> **Try it**: Every line in the records below that holds the word "ring" is to be copied.

(Records from a data collection)
*****

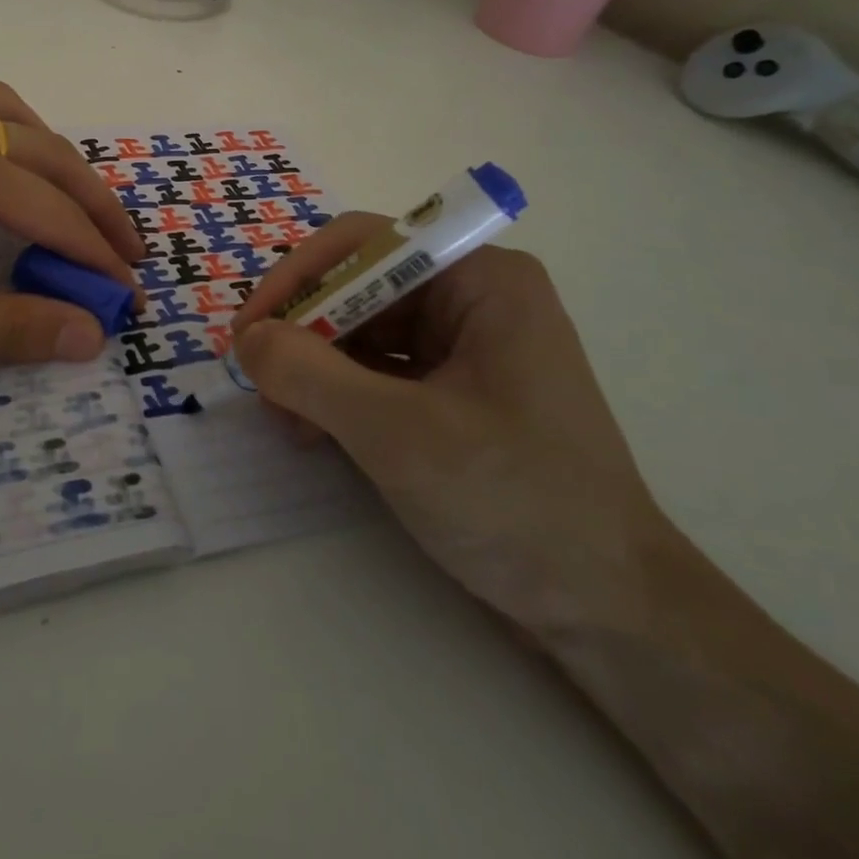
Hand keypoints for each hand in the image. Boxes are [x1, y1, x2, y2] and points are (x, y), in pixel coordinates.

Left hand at [0, 82, 143, 391]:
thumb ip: (3, 326)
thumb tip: (87, 336)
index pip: (51, 209)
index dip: (96, 255)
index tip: (130, 295)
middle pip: (45, 152)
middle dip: (93, 203)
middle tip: (123, 253)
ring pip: (9, 117)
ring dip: (53, 158)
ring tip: (70, 205)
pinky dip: (8, 139)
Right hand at [232, 221, 670, 635]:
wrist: (612, 614)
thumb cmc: (515, 503)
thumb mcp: (398, 434)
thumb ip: (309, 375)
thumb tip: (246, 339)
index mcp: (479, 279)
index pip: (362, 244)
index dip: (296, 277)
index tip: (248, 331)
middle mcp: (472, 298)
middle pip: (358, 287)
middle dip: (304, 333)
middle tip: (259, 382)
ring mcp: (466, 346)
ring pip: (362, 330)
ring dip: (315, 368)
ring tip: (288, 421)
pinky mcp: (456, 391)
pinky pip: (379, 370)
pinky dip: (339, 394)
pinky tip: (315, 432)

*****

> **Written solution**:
ring pip: (9, 117)
ring dip: (53, 158)
ring tip: (70, 205)
ring mcp: (466, 346)
ring pip: (362, 330)
ring dip: (315, 368)
ring tip: (288, 421)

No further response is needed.